Josh Frydenberg, the Federal Minister for the Environment and Energy, has invited the AFCCC to sit on the steering committee shaping and implementing the policies that will support the National Food Waste Strategy. “We will help the Federal Government as much as we can,” said Mitchell. “For us, a major priority will be establishing a decent code of practice for the carriage of chilled and fresh produce, a document that the industry is missing.

“While most of the developed world is on the cusp on taking initiatives to stem food wastage, at present it’s more talk than action. I think Frydenberg is to be congratulated on having developed a formal, national food waste reduction strategy – it’s a little bit visionary.”

The AFCCC has entered into a partnership with the National Road Transport Association (NatRoad), with the groups working together to revise and rewrite the code of practice for the road transportation of fresh product, a “long overdue” update, according to Mitchell. “The code of practice that is in place currently was a voluntary guide put together by the now-defunct Australian United Fresh Transport Advisory Council,” he said. “We’re going to review and rewrite the document, so that it can support legal implementation.”

The AFCCC is also keen to raise industry awareness of Hazard Analysis and Critical Control Points (HACCP) in ambient and cold food supply chains, with a view to eventually developing an accreditation program.

“Very few trucks or loading docks in Australia have temperature monitoring, even though the technology is available,” said Mitchell. “The nation’s cold chain compliance is behind other developed nations, and Europe is leading the way. We want to spread the word about the HACCP principles, to show businesses how to improve food safety and gain better control over their supply chain.”

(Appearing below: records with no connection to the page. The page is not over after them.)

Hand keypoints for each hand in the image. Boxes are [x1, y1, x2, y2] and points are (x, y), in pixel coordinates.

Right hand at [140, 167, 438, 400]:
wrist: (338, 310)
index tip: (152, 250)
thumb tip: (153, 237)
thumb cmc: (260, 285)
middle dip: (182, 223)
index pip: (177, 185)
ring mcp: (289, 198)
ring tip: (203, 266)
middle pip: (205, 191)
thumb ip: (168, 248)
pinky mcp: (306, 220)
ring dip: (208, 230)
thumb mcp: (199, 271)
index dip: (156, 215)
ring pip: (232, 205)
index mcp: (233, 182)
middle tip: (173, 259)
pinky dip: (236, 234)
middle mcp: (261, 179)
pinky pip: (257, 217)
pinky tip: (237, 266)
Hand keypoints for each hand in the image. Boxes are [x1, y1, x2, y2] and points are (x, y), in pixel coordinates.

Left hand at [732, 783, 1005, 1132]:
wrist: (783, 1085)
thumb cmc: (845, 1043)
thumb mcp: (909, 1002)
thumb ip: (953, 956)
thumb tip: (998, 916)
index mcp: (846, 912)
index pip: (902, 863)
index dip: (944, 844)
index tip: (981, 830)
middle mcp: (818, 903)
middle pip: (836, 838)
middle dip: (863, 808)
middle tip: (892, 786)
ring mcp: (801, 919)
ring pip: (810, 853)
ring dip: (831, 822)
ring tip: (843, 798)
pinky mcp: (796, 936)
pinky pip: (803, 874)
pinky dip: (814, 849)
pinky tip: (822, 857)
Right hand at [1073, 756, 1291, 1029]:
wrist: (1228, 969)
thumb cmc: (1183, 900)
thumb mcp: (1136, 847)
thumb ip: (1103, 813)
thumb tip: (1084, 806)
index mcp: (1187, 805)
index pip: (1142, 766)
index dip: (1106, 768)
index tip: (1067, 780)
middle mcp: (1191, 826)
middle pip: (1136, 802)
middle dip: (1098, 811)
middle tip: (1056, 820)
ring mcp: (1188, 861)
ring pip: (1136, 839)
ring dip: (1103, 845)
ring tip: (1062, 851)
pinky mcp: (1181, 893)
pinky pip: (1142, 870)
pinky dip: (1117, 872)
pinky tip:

After that, he said, the end goal is to get every stakeholder carrying food for Australian consumers involved in an accreditation program – through a common desire to do better, ideally, rather than through fear of legal reproach. “We believe there’s a better way to go about bringing in better standards than by enforcing strict legislation – there are already more than enough rules to follow in Australia,” he said.

“We want this to be about doing the right thing, for the right reasons – and it won’t hurt companies’ triple bottom lines when consumers see the steps they’re taking to help end hunger, reduce their impact on the environment and maintain quality and food safety.”

Mitchell hopes that the coming years will see a shift in the way Australia’s cold chain, retailers and consumers think about the food they buy, eat and discard.

“It is my wish and the AFCCC’s wish to enable and empower the logistics industry, food producers, supermarkets and all other stakeholders to voluntarily do some heavy lifting to bring about a compliant, quality cold-chain and supply environment,” he said.